科研 | Immunity：纵向多组学分析表明巨核细胞、红细胞和浆母细胞反应是重症COVID-19的特征

重症COVID-19细胞特征的时间分辨率分析，有助于我们对COVID-19异常免疫反应的理解和筛选COVID-19不同结局的预测因子。本研究使用两个中心的14例患者队列进行了纵向多组学研究，分析了最多5个时间点采集的外周血样本的转录组、DNA甲基化组和单细胞转录组(>358,000个细胞，包括BCR谱)，并在两个独立的COVID-19患者队列中进行了验证。重症COVID-19的特征是增殖的、代谢异常活跃的浆母细胞增多。在危重症患者中，本研究还发现了干扰素激活的循环巨核细胞增多和以缺氧信号为特征的红细胞生成增加，巨核细胞和红系细胞来源的共表达模式可预测疾病的致命结局。本研究表明SARS-CoV-2感染的广泛细胞效应已不仅限于适应性免疫细胞，这为筛选COVID-19患者的生物标志物和靶向治疗提供了一个新的切入点。

论文ID

实验设计

实验结果

1. 研究设计

本研究对来自德国2所大学医院(科隆和基尔)的13例COVID-19住院患者的多达5份纵向外周血样本、外加1例痊愈对照患者样本，应用了多组学方法，进行了平行scRNA-seq (10xGenomics)、单细胞B细胞受体(BCR)分析、大量mRNA测序(RNA-seq)、BCR扩增子测序和多色流式细胞术分析，并对7例患者样本进行了基于阵列的DNA甲基化分析和多因子ELISA分析(图1A)。所有患者在入院时被招募，在第0、2、7、10、13天和/或出院时采集样本。其中，有3例患者被诊断为急性呼吸窘迫综合征(ARDS)，其中两人有致命的病程，5例患者参与本研究后接受了瑞德西韦治疗，患者的人口学特征和临床特征被记录在附表中，14例年龄和性别匹配的健康对照被平行处理。为了描述随着时间推移的异质性疾病轨迹，我们应用了改良的WHO顺序量表(WHO, 2020)，另外纳入了一些炎症标志物(血清c反应蛋白[CRP]，血清IL-6和铁蛋白)，根据患者的病程，使用量表评分对患者进行分类(图1B和1C)。    

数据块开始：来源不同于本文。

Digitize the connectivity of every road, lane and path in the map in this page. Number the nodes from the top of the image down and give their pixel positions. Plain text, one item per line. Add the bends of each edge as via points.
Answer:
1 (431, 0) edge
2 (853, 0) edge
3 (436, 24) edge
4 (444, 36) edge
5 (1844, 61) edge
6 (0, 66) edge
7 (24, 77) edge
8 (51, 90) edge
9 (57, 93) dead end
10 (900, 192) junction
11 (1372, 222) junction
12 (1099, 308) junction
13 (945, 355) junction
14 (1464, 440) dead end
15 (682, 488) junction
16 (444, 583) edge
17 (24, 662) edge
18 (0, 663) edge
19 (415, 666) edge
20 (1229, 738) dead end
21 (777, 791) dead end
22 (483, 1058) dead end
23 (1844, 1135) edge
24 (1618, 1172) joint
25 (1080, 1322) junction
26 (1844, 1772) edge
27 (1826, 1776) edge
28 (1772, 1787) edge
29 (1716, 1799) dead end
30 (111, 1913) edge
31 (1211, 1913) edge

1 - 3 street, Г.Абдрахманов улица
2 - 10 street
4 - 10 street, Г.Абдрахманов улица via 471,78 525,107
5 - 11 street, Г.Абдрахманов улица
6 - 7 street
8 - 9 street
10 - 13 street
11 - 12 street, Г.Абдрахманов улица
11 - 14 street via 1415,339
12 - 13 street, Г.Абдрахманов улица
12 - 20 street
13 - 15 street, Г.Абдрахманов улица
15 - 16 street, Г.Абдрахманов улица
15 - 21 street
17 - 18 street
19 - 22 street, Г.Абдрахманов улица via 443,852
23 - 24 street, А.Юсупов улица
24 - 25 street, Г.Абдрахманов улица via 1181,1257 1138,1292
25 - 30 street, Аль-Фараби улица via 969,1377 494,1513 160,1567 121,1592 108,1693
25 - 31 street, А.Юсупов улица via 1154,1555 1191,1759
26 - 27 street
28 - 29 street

2. scRNA-seq分析识别随COVID-19疾病轨迹而变化的细胞

本研究首先分析了358,930个细胞的scRNA-seq数据，每个样本平均10,900个细胞(图2A)，每个患者至多4个纵向样品被分析。我们使用统一流形逼近与投影(UMAP)来可视化细胞群的结构(图2B-2E)，基于图聚类识别出数据集中37个不同的细胞簇，根据每个簇的特征基因对细胞类型进行分类，并通过参考转录组进行确认（图2B、2C)。在UMAP中，除了单核细胞亚群具有较高程度的个体间异质性外，来自单个患者的细胞均匀分布（图2D、2E），而不同时间点计数，发生变化的细胞类型，有单核细胞、增殖的淋巴细胞和自然杀伤(NK)细胞(图2E、2F)。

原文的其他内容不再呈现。